▸ What to do: When a record contains an image, skip the image and retype the rest of that record exactly.

(Stored items)
Content starts
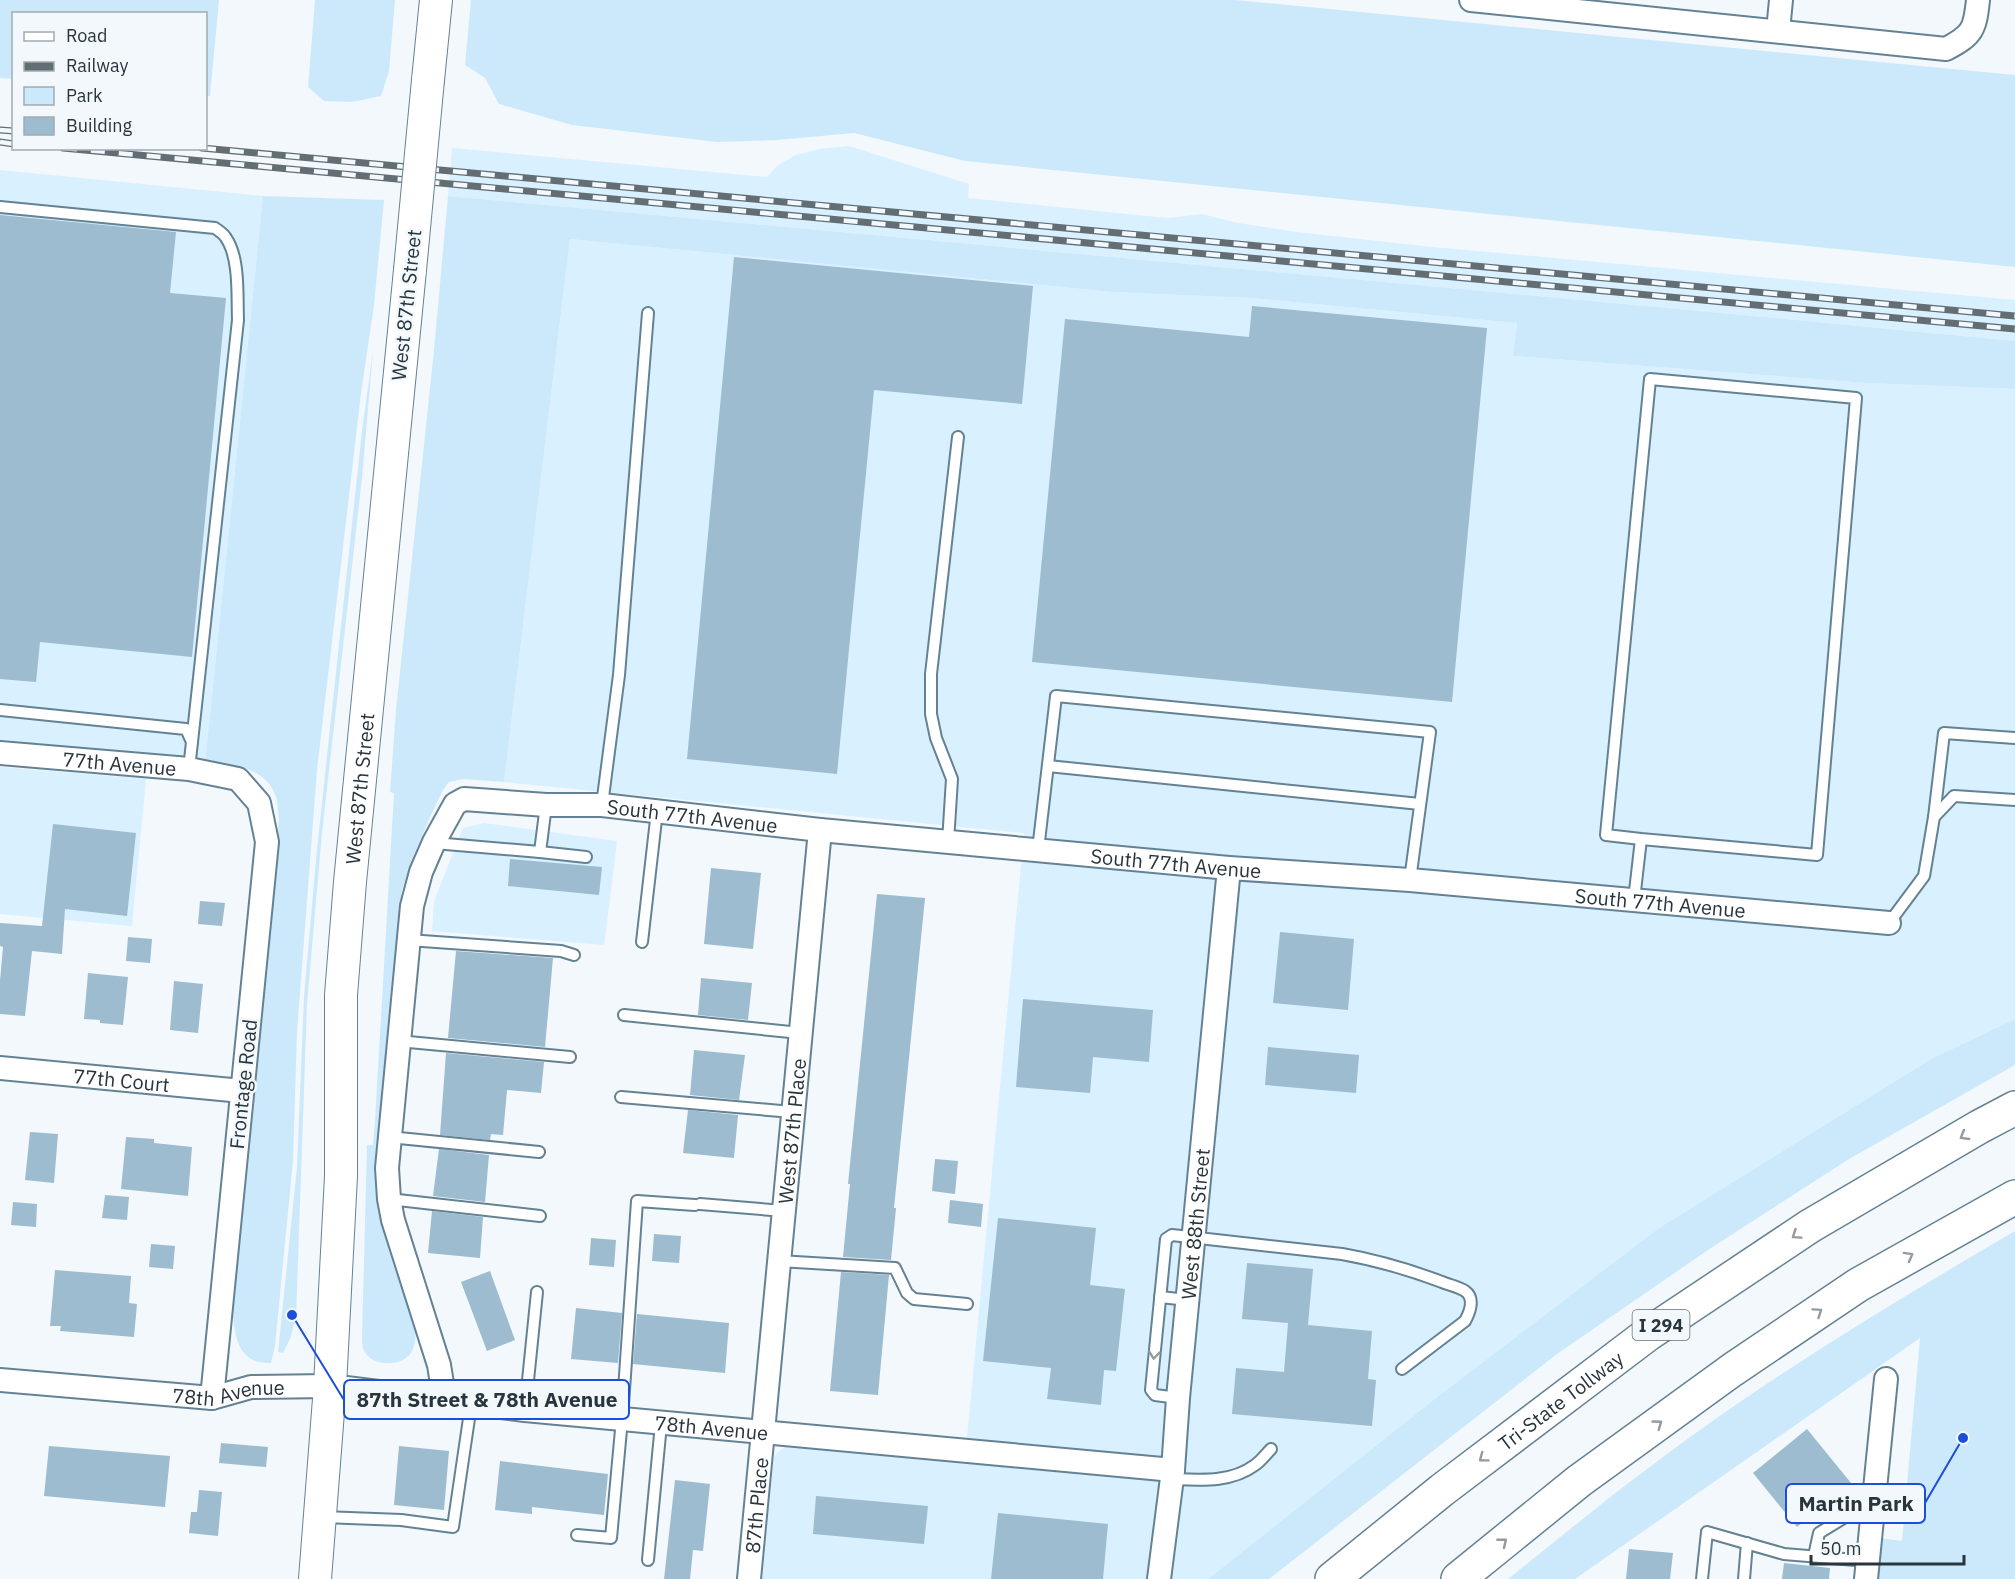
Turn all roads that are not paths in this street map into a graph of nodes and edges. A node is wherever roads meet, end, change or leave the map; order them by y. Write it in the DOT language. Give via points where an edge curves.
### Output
graph roads {
  1 [pos="436,0"];
  2 [pos="1471,0"];
  3 [pos="1781,0"];
  4 [pos="1978,0"];
  5 [pos="1609,7"];
  6 [pos="1778,31"];
  7 [pos="0,207"];
  8 [pos="648,313"];
  9 [pos="958,437"];
  10 [pos="0,710"];
  11 [pos="2015,738"];
  12 [pos="192,742"];
  13 [pos="0,753"];
  14 [pos="1048,766"];
  15 [pos="189,769"];
  16 [pos="238,779"];
  17 [pos="2015,800"];
  18 [pos="1420,804"];
  19 [pos="546,805"];
  20 [pos="602,805"];
  21 [pos="657,811"];
  22 [pos="1934,817"];
  23 [pos="820,830"];
  24 [pos="1641,839"];
  25 [pos="948,842"];
  26 [pos="434,843"];
  27 [pos="1038,850"];
  28 [pos="540,852"];
  29 [pos="586,856"];
  30 [pos="1229,868"];
  31 [pos="1410,880"];
  32 [pos="1634,900"];
  33 [pos="1889,923"];
  34 [pos="408,940"];
  35 [pos="642,942"];
  36 [pos="574,955"];
  37 [pos="624,1015"];
  38 [pos="800,1033"];
  39 [pos="398,1041"];
  40 [pos="570,1057"];
  41 [pos="0,1068"];
  42 [pos="242,1091"];
  43 [pos="621,1097"];
  44 [pos="2015,1108"];
  45 [pos="792,1112"];
  46 [pos="389,1137"];
  47 [pos="538,1152"];
  48 [pos="2015,1197"];
  49 [pos="389,1200"];
  50 [pos="784,1211"];
  51 [pos="540,1216"];
  52 [pos="1194,1237"];
  53 [pos="779,1261"];
  54 [pos="537,1292"];
  55 [pos="1160,1297"];
  56 [pos="1188,1300"];
  57 [pos="967,1304"];
  58 [pos="1402,1369"];
  59 [pos="1886,1379"];
  60 [pos="0,1380"];
  61 [pos="330,1386"];
  62 [pos="212,1398"];
  63 [pos="1178,1398"];
  64 [pos="445,1402"];
  65 [pos="471,1405"];
  66 [pos="525,1410"];
  67 [pos="622,1419"];
  68 [pos="661,1424"];
  69 [pos="763,1433"];
  70 [pos="1271,1449"];
  71 [pos="1173,1474"];
  72 [pos="1874,1499"];
  73 [pos="320,1516"];
  74 [pos="577,1535"];
  75 [pos="1748,1543"];
  76 [pos="1814,1556"];
  77 [pos="648,1560"];
  78 [pos="1867,1570"];
  79 [pos="315,1579"];
  80 [pos="749,1579"];
  81 [pos="1159,1579"];
  82 [pos="1332,1579"];
  83 [pos="1458,1579"];
  84 [pos="1702,1579"];
  85 [pos="1744,1579"];
  1 -- 61 [label="main road, West 87th Street, bridge" via="342,984 340,1176"];
  2 -- 5 [label="street"];
  3 -- 6 [label="street"];
  4 -- 6 [label="street" via="1975,24 1964,40 1946,49"];
  5 -- 6 [label="street"];
  7 -- 12 [label="lane" via="215,228 226,237 231,249 236,265 238,320"];
  8 -- 20 [label="lane" via="619,675"];
  9 -- 25 [label="lane" via="931,674 931,714 952,779"];
  10 -- 12 [label="lane" via="186,729"];
  11 -- 22 [label="lane" via="1944,734"];
  12 -- 15 [label="lane"];
  13 -- 15 [label="street, 77th Avenue"];
  14 -- 18 [label="lane"];
  14 -- 18 [label="lane" via="1056,696 1430,732"];
  14 -- 27 [label="lane"];
  15 -- 16 [label="street, 77th Avenue"];
  16 -- 42 [label="street, Frontage Road" via="259,803 267,842"];
  17 -- 22 [label="lane" via="1954,796"];
  18 -- 31 [label="lane"];
  19 -- 20 [label="street, South 77th Avenue"];
  19 -- 26 [label="street, South 77th Avenue" via="464,799 455,804"];
  19 -- 28 [label="lane"];
  20 -- 21 [label="street, South 77th Avenue"];
  21 -- 23 [label="street, South 77th Avenue"];
  21 -- 35 [label="lane"];
  22 -- 33 [label="lane" via="1924,876"];
  23 -- 25 [label="street, South 77th Avenue"];
  23 -- 38 [label="street, West 87th Place"];
  24 -- 24 [label="lane" via="1606,835 1650,379 1856,398 1816,855"];
  24 -- 32 [label="lane"];
  25 -- 27 [label="street, South 77th Avenue"];
  26 -- 28 [label="lane"];
  26 -- 34 [label="street" via="421,872"];
  27 -- 30 [label="street, South 77th Avenue"];
  28 -- 29 [label="lane"];
  30 -- 31 [label="street, South 77th Avenue"];
  30 -- 52 [label="street, West 88th Street"];
  31 -- 32 [label="street, South 77th Avenue"];
  32 -- 33 [label="street, South 77th Avenue"];
  34 -- 36 [label="lane"];
  34 -- 39 [label="street"];
  37 -- 38 [label="lane"];
  38 -- 45 [label="street, West 87th Place"];
  39 -- 40 [label="lane"];
  39 -- 46 [label="street"];
  41 -- 42 [label="street, 77th Court"];
  42 -- 62 [label="street, Frontage Road"];
  43 -- 45 [label="lane"];
  44 -- 82 [label="highway, Tri-State Tollway / I 294, one-way" via="1810,1226 1648,1334"];
  45 -- 50 [label="street, West 87th Place"];
  46 -- 47 [label="lane"];
  46 -- 49 [label="street"];
  83 -- 48 [label="highway, one-way" via="1579,1481 1742,1364 1858,1285"];
  49 -- 51 [label="lane"];
  49 -- 64 [label="street" via="439,1365"];
  50 -- 53 [label="street, West 87th Place"];
  50 -- 67 [label="lane" via="637,1201"];
  52 -- 55 [label="lane" via="1172,1235 1166,1239"];
  52 -- 56 [label="street, West 88th Street"];
  52 -- 58 [label="lane" via="1366,1258 1466,1291 1471,1306 1465,1321"];
  53 -- 57 [label="lane" via="895,1268 914,1299"];
  53 -- 69 [label="street, West 87th Place"];
  54 -- 66 [label="lane"];
  55 -- 56 [label="lane"];
  55 -- 63 [label="lane, one-way" via="1151,1390 1155,1395"];
  56 -- 63 [label="street, West 88th Street"];
  59 -- 72 [label="street"];
  60 -- 62 [label="street, 78th Avenue"];
  61 -- 62 [label="street, 78th Avenue" via="251,1388"];
  61 -- 64 [label="street, 78th Avenue"];
  61 -- 73 [label="main road, West 87th Street"];
  63 -- 71 [label="street, West 88th Street"];
  64 -- 65 [label="street, 78th Avenue"];
  65 -- 66 [label="street, 78th Avenue"];
  65 -- 73 [label="lane" via="453,1527"];
  66 -- 67 [label="street, 78th Avenue"];
  67 -- 68 [label="street, 78th Avenue"];
  67 -- 74 [label="lane" via="611,1538"];
  68 -- 69 [label="street, 78th Avenue"];
  68 -- 77 [label="lane"];
  69 -- 71 [label="street, 78th Avenue"];
  69 -- 80 [label="street, 87th Place"];
  70 -- 71 [label="lane" via="1254,1466 1219,1480"];
  71 -- 81 [label="street, West 88th Street"];
  72 -- 76 [label="lane" via="1819,1533"];
  72 -- 78 [label="street"];
  73 -- 79 [label="main road, West 87th Street"];
  75 -- 76 [label="lane" via="1784,1554"];
  75 -- 84 [label="lane" via="1707,1532"];
  75 -- 85 [label="lane"];
  76 -- 78 [label="lane"];
}
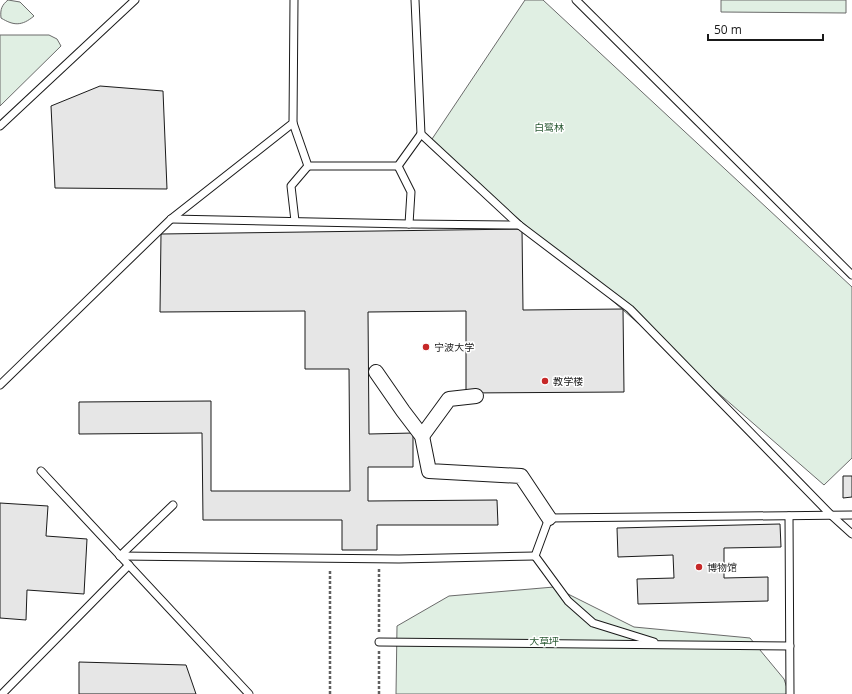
Content ends
▸ Task solution:
Turn all roads that are not paths in this street map into a graph of nodes and edges. A node is wherever roads meet, end, change or leave the map; order them by y. Write it in the DOT language. Give via points where an edge curves.
### Output
graph roads {
  1 [pos="436,0"];
  2 [pos="1471,0"];
  3 [pos="1781,0"];
  4 [pos="1978,0"];
  5 [pos="1609,7"];
  6 [pos="1778,31"];
  7 [pos="0,207"];
  8 [pos="648,313"];
  9 [pos="958,437"];
  10 [pos="0,710"];
  11 [pos="2015,738"];
  12 [pos="192,742"];
  13 [pos="0,753"];
  14 [pos="1048,766"];
  15 [pos="189,769"];
  16 [pos="238,779"];
  17 [pos="2015,800"];
  18 [pos="1420,804"];
  19 [pos="546,805"];
  20 [pos="602,805"];
  21 [pos="657,811"];
  22 [pos="1934,817"];
  23 [pos="820,830"];
  24 [pos="1641,839"];
  25 [pos="948,842"];
  26 [pos="434,843"];
  27 [pos="1038,850"];
  28 [pos="540,852"];
  29 [pos="586,856"];
  30 [pos="1229,868"];
  31 [pos="1410,880"];
  32 [pos="1634,900"];
  33 [pos="1889,923"];
  34 [pos="408,940"];
  35 [pos="642,942"];
  36 [pos="574,955"];
  37 [pos="624,1015"];
  38 [pos="800,1033"];
  39 [pos="398,1041"];
  40 [pos="570,1057"];
  41 [pos="0,1068"];
  42 [pos="242,1091"];
  43 [pos="621,1097"];
  44 [pos="2015,1108"];
  45 [pos="792,1112"];
  46 [pos="389,1137"];
  47 [pos="538,1152"];
  48 [pos="2015,1197"];
  49 [pos="389,1200"];
  50 [pos="784,1211"];
  51 [pos="540,1216"];
  52 [pos="1194,1237"];
  53 [pos="779,1261"];
  54 [pos="537,1292"];
  55 [pos="1160,1297"];
  56 [pos="1188,1300"];
  57 [pos="967,1304"];
  58 [pos="1402,1369"];
  59 [pos="1886,1379"];
  60 [pos="0,1380"];
  61 [pos="330,1386"];
  62 [pos="212,1398"];
  63 [pos="1178,1398"];
  64 [pos="445,1402"];
  65 [pos="471,1405"];
  66 [pos="525,1410"];
  67 [pos="622,1419"];
  68 [pos="661,1424"];
  69 [pos="763,1433"];
  70 [pos="1271,1449"];
  71 [pos="1173,1474"];
  72 [pos="1874,1499"];
  73 [pos="320,1516"];
  74 [pos="577,1535"];
  75 [pos="1748,1543"];
  76 [pos="1814,1556"];
  77 [pos="648,1560"];
  78 [pos="1867,1570"];
  79 [pos="315,1579"];
  80 [pos="749,1579"];
  81 [pos="1159,1579"];
  82 [pos="1332,1579"];
  83 [pos="1458,1579"];
  84 [pos="1702,1579"];
  85 [pos="1744,1579"];
  1 -- 61 [label="main road, West 87th Street, bridge" via="342,984 340,1176"];
  2 -- 5 [label="street"];
  3 -- 6 [label="street"];
  4 -- 6 [label="street" via="1975,24 1964,40 1946,49"];
  5 -- 6 [label="street"];
  7 -- 12 [label="lane" via="215,228 226,237 231,249 236,265 238,320"];
  8 -- 20 [label="lane" via="619,675"];
  9 -- 25 [label="lane" via="931,674 931,714 952,779"];
  10 -- 12 [label="lane" via="186,729"];
  11 -- 22 [label="lane" via="1944,734"];
  12 -- 15 [label="lane"];
  13 -- 15 [label="street, 77th Avenue"];
  14 -- 18 [label="lane"];
  14 -- 18 [label="lane" via="1056,696 1430,732"];
  14 -- 27 [label="lane"];
  15 -- 16 [label="street, 77th Avenue"];
  16 -- 42 [label="street, Frontage Road" via="259,803 267,842"];
  17 -- 22 [label="lane" via="1954,796"];
  18 -- 31 [label="lane"];
  19 -- 20 [label="street, South 77th Avenue"];
  19 -- 26 [label="street, South 77th Avenue" via="464,799 455,804"];
  19 -- 28 [label="lane"];
  20 -- 21 [label="street, South 77th Avenue"];
  21 -- 23 [label="street, South 77th Avenue"];
  21 -- 35 [label="lane"];
  22 -- 33 [label="lane" via="1924,876"];
  23 -- 25 [label="street, South 77th Avenue"];
  23 -- 38 [label="street, West 87th Place"];
  24 -- 24 [label="lane" via="1606,835 1650,379 1856,398 1816,855"];
  24 -- 32 [label="lane"];
  25 -- 27 [label="street, South 77th Avenue"];
  26 -- 28 [label="lane"];
  26 -- 34 [label="street" via="421,872"];
  27 -- 30 [label="street, South 77th Avenue"];
  28 -- 29 [label="lane"];
  30 -- 31 [label="street, South 77th Avenue"];
  30 -- 52 [label="street, West 88th Street"];
  31 -- 32 [label="street, South 77th Avenue"];
  32 -- 33 [label="street, South 77th Avenue"];
  34 -- 36 [label="lane"];
  34 -- 39 [label="street"];
  37 -- 38 [label="lane"];
  38 -- 45 [label="street, West 87th Place"];
  39 -- 40 [label="lane"];
  39 -- 46 [label="street"];
  41 -- 42 [label="street, 77th Court"];
  42 -- 62 [label="street, Frontage Road"];
  43 -- 45 [label="lane"];
  44 -- 82 [label="highway, Tri-State Tollway / I 294, one-way" via="1810,1226 1648,1334"];
  45 -- 50 [label="street, West 87th Place"];
  46 -- 47 [label="lane"];
  46 -- 49 [label="street"];
  83 -- 48 [label="highway, one-way" via="1579,1481 1742,1364 1858,1285"];
  49 -- 51 [label="lane"];
  49 -- 64 [label="street" via="439,1365"];
  50 -- 53 [label="street, West 87th Place"];
  50 -- 67 [label="lane" via="637,1201"];
  52 -- 55 [label="lane" via="1172,1235 1166,1239"];
  52 -- 56 [label="street, West 88th Street"];
  52 -- 58 [label="lane" via="1366,1258 1466,1291 1471,1306 1465,1321"];
  53 -- 57 [label="lane" via="895,1268 914,1299"];
  53 -- 69 [label="street, West 87th Place"];
  54 -- 66 [label="lane"];
  55 -- 56 [label="lane"];
  55 -- 63 [label="lane, one-way" via="1151,1390 1155,1395"];
  56 -- 63 [label="street, West 88th Street"];
  59 -- 72 [label="street"];
  60 -- 62 [label="street, 78th Avenue"];
  61 -- 62 [label="street, 78th Avenue" via="251,1388"];
  61 -- 64 [label="street, 78th Avenue"];
  61 -- 73 [label="main road, West 87th Street"];
  63 -- 71 [label="street, West 88th Street"];
  64 -- 65 [label="street, 78th Avenue"];
  65 -- 66 [label="street, 78th Avenue"];
  65 -- 73 [label="lane" via="453,1527"];
  66 -- 67 [label="street, 78th Avenue"];
  67 -- 68 [label="street, 78th Avenue"];
  67 -- 74 [label="lane" via="611,1538"];
  68 -- 69 [label="street, 78th Avenue"];
  68 -- 77 [label="lane"];
  69 -- 71 [label="street, 78th Avenue"];
  69 -- 80 [label="street, 87th Place"];
  70 -- 71 [label="lane" via="1254,1466 1219,1480"];
  71 -- 81 [label="street, West 88th Street"];
  72 -- 76 [label="lane" via="1819,1533"];
  72 -- 78 [label="street"];
  73 -- 79 [label="main road, West 87th Street"];
  75 -- 76 [label="lane" via="1784,1554"];
  75 -- 84 [label="lane" via="1707,1532"];
  75 -- 85 [label="lane"];
  76 -- 78 [label="lane"];
}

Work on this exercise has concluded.